L’universo giovanile senza baci
La scuola a distanza fa emergere fobie scolari. «Il 65% non è felice»
Non c’è più la sigaretta fumata di nascosto dietro un albero del cortile. Non c’è il bacio strappato nel corridoio al ragazzo carino della quarta C. Non c’è più nemmeno la corsa rumorosa giù dalle scale, tra pacche sulle spalle e abbracci alla fine della settimana. Non c’è per i più piccini il compagno di fila, cui stringere la mano dopo aver lasciato quella di mamma e papà. Piccoli gesti che facevano parte di un universo sociale per gli adolescenti, sostituiti dalla mascherina, dalla disinfezione delle mani ripetuta, ritmata, con il gel, dall’entrata scaglionata, da uno schermo frammentato di pc che appiattisce gli studenti in tante piccole finestre di volti tutti uguali. «La pandemia — ragiona Roberta Bommassar, presidente dell’Ordine degli psicologi trentini — ha rivoluzionato i pensieri e il modo di porsi verso l’altro: riscontriamo un incremento dei ragazzi con disagi».
E questo nonostante gli sforzi fatti. La giunta provinciale ha stanziato oltre 40 milioni extra per la scuola quest’anno, che sono stati necessari per potenziare i trasporti, le classi (+ 233) e le cattedre (+ 367) eil personale tecnico amministrativo (+ 138) aperte da metà settembre a 70.162 studenti, di cui 21.273 iscritti alla scuola secondaria di secondo grado e 6.005 nella formazione professionale. In Alto Adige sono 76.524. Ma non è bastato: il 9 novembre (è vero, alcuni giorni dopo il resto di Italia) le scuole superiori trentine chiudono le porte sotto il peso crescente dei contagi, alimentato da un sistema di trasporto ancora troppo carico. Ritorna così l’esperienza della didattica a distanza. Solo il 7 di gennaio, con un ulteriore incremento di bus e treni si torna a scuola, ma al 50 per cento del tempo, a turno dunque sia a Trento che a Bolzano (dove però si richiude l’8 febbraio). «È chiaro — ragiona Viviana Sbardella, sovrintendente scolastica di Trento — che l’ideale sarebbe che i ragazzi potessero andare a scuola sempre. La didattica a distanza, riguardando (al di là delle classi poste in quarantena, ndr) solo i più grandi ha consentito di proseguire con un livello di apprendimento accettabile». Parte del corpo docente lamenta le lacune accumulate dai giovani. «Per dirlo bisogna avere elementi certi: il nostro comitato di valutazione sta svolgendo un rilevamento per capirlo.

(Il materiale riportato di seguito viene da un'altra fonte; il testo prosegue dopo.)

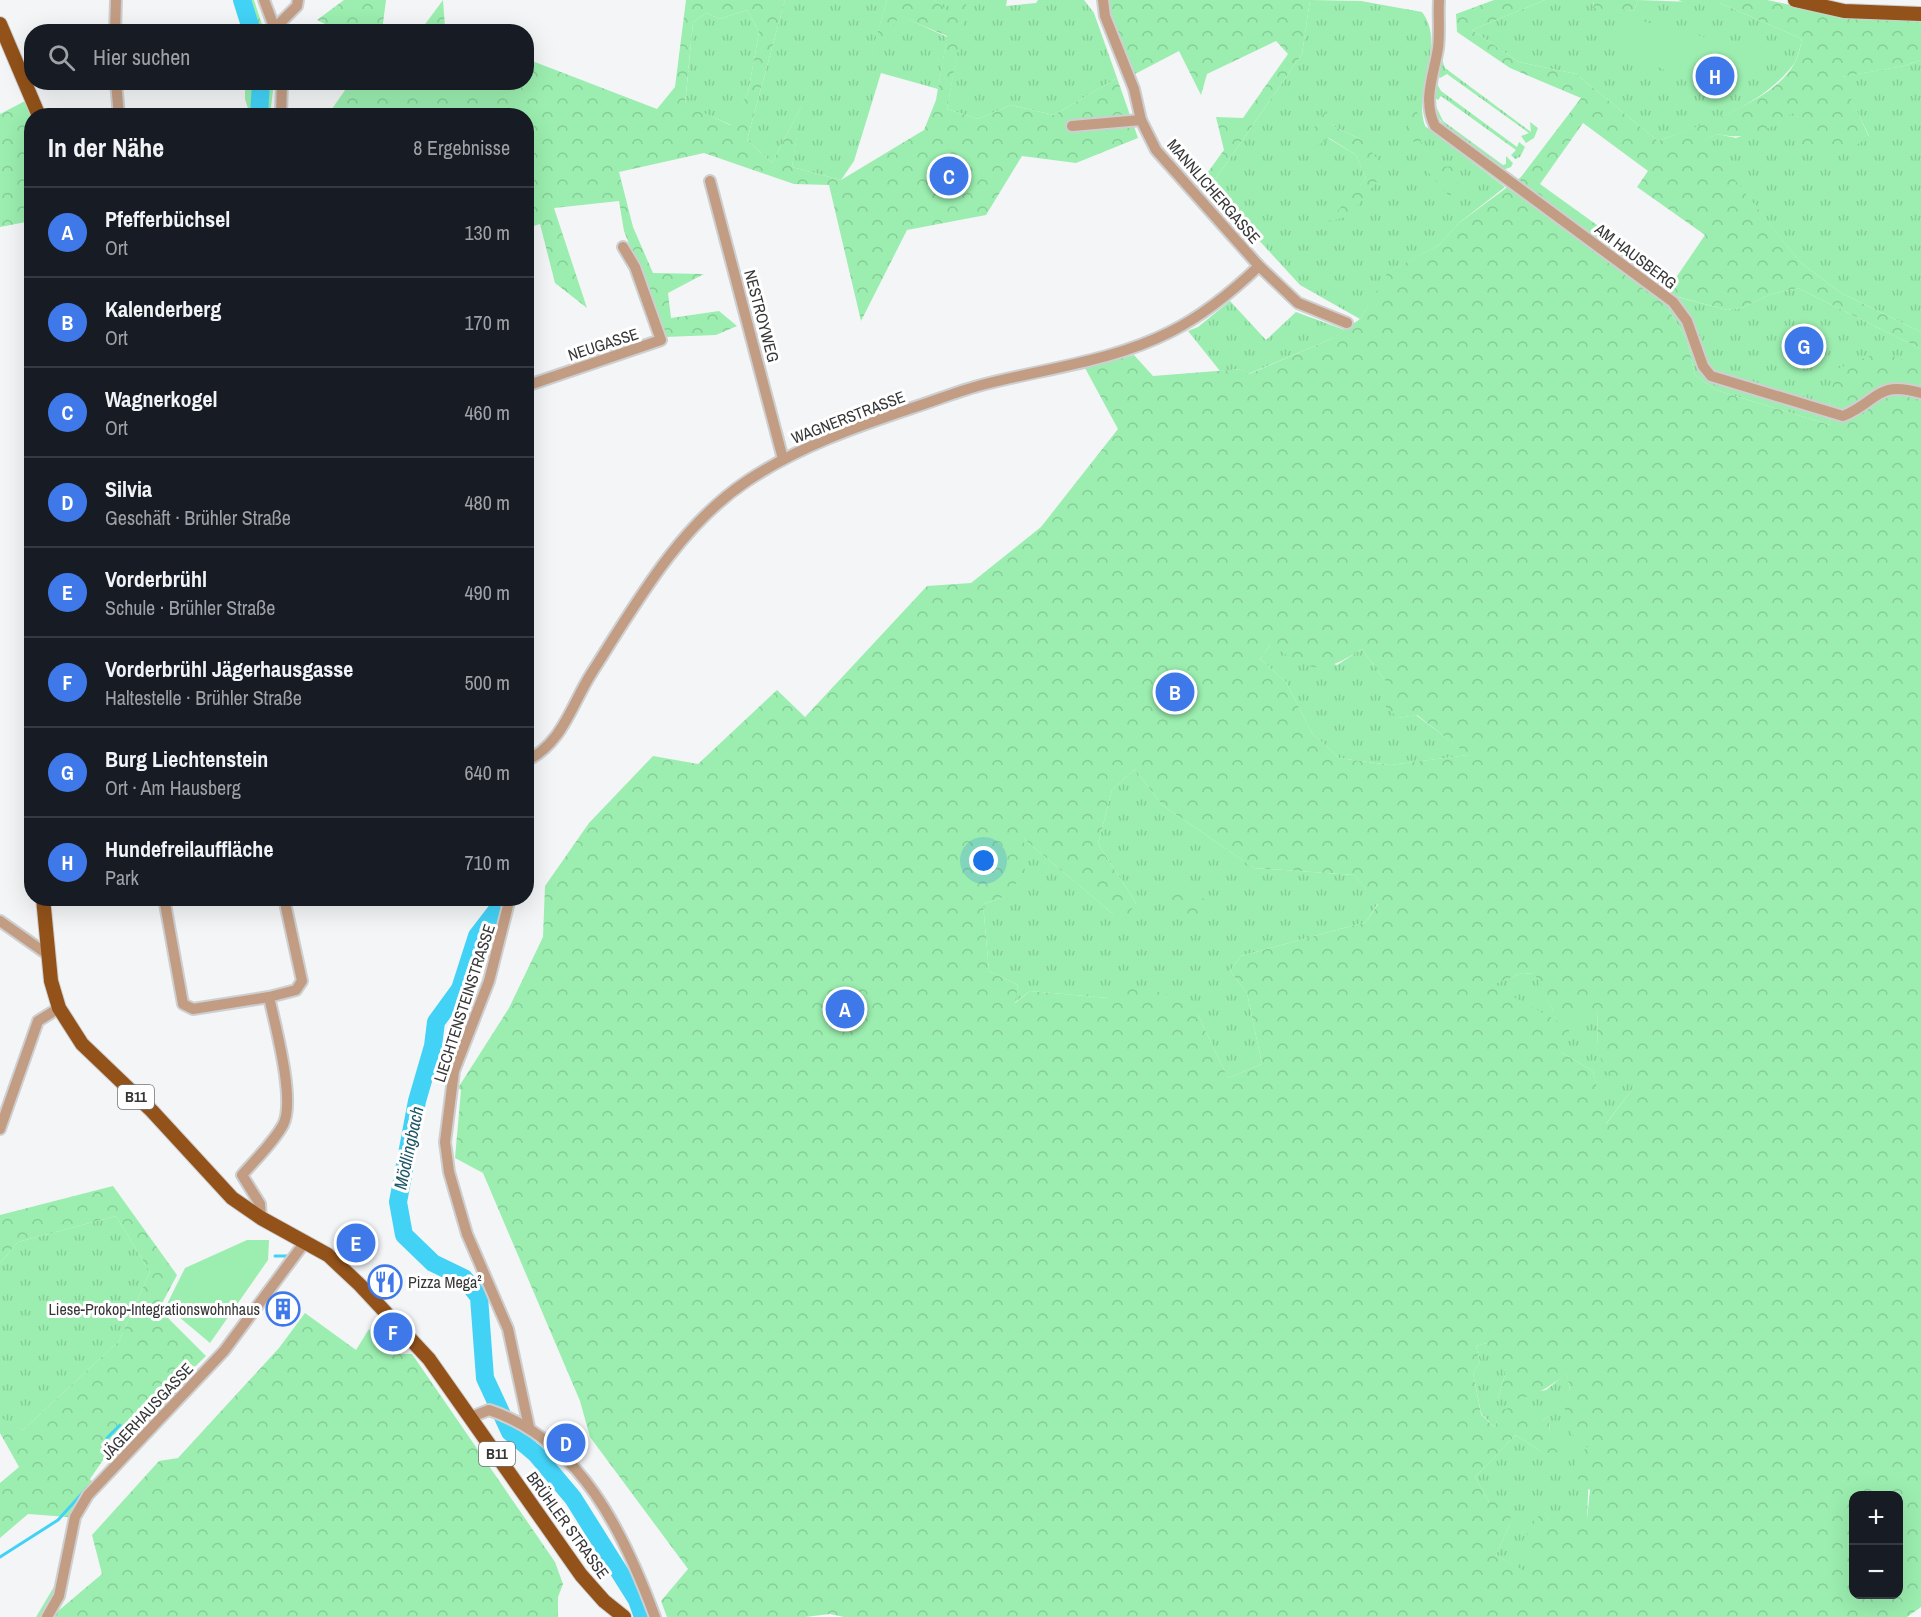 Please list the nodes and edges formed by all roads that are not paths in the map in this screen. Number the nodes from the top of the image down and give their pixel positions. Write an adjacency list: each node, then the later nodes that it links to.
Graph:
1 (116, 0): 9 (street)
2 (264, 0): 10 (street)
3 (298, 0): 11 (street)
4 (1103, 0): 19 (street, MANNLICHERGASSE)
5 (1439, 0): 26 (street, AM HAUSBERG)
6 (1795, 0): 7 (main road)
7 (1921, 14)
8 (0, 24): 12 (main road)
9 (115, 24)
10 (273, 24)
11 (280, 24)
12 (24, 81)
13 (28, 90): 16 (main road)
14 (117, 90): 17 (street)
15 (282, 90): 18 (street)
16 (36, 108)
17 (118, 108)
18 (281, 108)
19 (1141, 120): 20 (street); 23 (street, MANNLICHERGASSE)
20 (1072, 126)
21 (710, 181): 27 (street, NESTROYWEG)
22 (623, 247): 25 (street, NEUGASSE)
23 (1259, 266): 24 (street, MANNLICHERGASSE); 27 (street, WAGNERSTRASSE)
24 (1347, 323)
25 (534, 383)
26 (1921, 393)
27 (783, 459): 28 (street, WAGNERSTRASSE)
28 (534, 756)
29 (44, 906): 34 (main road, BRÜHLER STRASSE / B11)
30 (165, 906): 35 (street)
31 (286, 906): 35 (street)
32 (508, 906): 41 (street, LIECHTENSTEINSTRASSE)
33 (0, 921): 34 (street)
34 (47, 954): 36 (main road, BRÜHLER STRASSE / B11)
35 (269, 997): 38 (street)
36 (59, 1008): 37 (street); 38 (main road, BRÜHLER STRASSE / B11)
37 (0, 1129)
38 (261, 1218): 39 (main road, BRÜHLER STRASSE / B11)
39 (305, 1242): 40 (main road, BRÜHLER STRASSE / B11); 42 (street, JÄGERHAUSGASSE)
40 (471, 1417): 41 (street, BRÜHLER STRASSE); 43 (main road, BRÜHLER STRASSE / B11)
41 (529, 1428): 44 (street, BRÜHLER STRASSE)
42 (46, 1617)
43 (624, 1617)
44 (655, 1617)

Di certo stanno vivendo da un anno una situazione anomala e al di là della quantità di lezioni perse è venuta meno l’enorme mole di progetti che le nostre scuole mettevano in campo».
Per Pierluigi Cristofolini, 18 anni, rappresentante d’istituto al Marie Curie di Pergine «la Dad è una pezza posta a una falla occorsa al sistema, non la possiamo nemmeno immaginare come un’evoluzione della didattica. Devo dire che la maggior parte degli studenti apprezza il rientro al 50%, perché consente di avere anche del tempo per sé. Ma in ogni caso rompe la routine: la didattica a distanza tende a spostare le relazioni in universo tecnologico, astratto. E qui manca, anche per le regole imposte dal Covid, quel contatto fisico, quell’intimità della relazione: è un anno che siamo limitati e penso che i ragazzi con maggiori difficoltà sociali faranno fatica a uscire da questo universo».
La limitazione dunque è la cifra di questa generazione di under 18 costretti a fare i conti con qualcosa che nessuna generazione di coetanei del dopoguerra aveva dovuto affrontare. Uno tsunami che «porta il 65 per cento degli adolescenti ad affermare di sentirsi insoddisfatto della propria vita, contro il 35 per cento dei tempi normali» spiega Bommassar. Tecnicamente, soprattutto per coloro che hanno sviluppato dei disagi, «è un trauma cumulativo: una serie di micro traumi che si sommano e rafforzano a vicenda». Eh sì perché «alla prima ondata i ragazzi avevano retto bene: pur essendo il virus un pericolo diverso, invisibile e incontrollabile, si pensava che la situazione anomala sarebbe durata per un tempo limitato e quindi c’è stato anche un godere del rallentamento dei ritmi frenetici». E invece no. Il nemico non accenna ad andarsene. E quindi mucchietto di sabbia su mucchietto di sabbia si forma una montagna: «Può bastare un granello a farla crollare».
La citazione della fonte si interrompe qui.